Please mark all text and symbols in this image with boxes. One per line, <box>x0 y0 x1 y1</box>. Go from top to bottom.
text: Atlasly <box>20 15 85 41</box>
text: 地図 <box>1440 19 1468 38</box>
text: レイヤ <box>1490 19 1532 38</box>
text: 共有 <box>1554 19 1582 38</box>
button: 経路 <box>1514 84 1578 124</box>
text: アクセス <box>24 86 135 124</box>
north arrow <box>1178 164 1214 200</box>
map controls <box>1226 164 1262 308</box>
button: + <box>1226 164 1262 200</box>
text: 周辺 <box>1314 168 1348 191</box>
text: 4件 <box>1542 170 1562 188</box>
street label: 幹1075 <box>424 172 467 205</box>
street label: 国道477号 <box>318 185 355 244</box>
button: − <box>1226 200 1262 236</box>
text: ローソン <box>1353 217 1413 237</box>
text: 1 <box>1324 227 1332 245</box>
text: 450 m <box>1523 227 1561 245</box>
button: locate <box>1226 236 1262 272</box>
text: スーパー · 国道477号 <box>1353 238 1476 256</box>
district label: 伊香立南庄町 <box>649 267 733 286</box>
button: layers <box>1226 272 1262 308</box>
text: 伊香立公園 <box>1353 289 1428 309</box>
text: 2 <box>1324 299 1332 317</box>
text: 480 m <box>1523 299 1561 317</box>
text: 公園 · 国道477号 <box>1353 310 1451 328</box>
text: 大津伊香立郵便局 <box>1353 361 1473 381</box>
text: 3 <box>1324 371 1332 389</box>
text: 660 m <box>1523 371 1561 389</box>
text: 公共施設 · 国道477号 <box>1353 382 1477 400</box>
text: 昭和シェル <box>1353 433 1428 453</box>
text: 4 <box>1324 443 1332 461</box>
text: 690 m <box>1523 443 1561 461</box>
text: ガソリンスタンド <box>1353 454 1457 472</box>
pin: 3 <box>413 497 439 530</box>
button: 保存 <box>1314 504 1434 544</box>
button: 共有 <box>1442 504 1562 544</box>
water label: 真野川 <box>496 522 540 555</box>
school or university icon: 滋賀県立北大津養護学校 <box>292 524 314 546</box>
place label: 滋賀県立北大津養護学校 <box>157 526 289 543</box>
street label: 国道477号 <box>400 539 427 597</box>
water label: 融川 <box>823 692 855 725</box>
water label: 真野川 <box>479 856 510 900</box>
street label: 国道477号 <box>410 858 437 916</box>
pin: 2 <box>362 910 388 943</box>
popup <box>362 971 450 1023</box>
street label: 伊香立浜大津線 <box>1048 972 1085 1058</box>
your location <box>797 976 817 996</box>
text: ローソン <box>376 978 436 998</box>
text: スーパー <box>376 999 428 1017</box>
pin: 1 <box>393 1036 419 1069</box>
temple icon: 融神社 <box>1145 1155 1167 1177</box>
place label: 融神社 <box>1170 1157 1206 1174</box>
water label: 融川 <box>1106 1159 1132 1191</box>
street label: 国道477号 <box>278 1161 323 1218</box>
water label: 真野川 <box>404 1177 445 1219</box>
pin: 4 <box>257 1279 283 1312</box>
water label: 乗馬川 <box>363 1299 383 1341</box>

### Task details
Please report the number of lines in the data that include "place", with no other words.

### Result of the task
2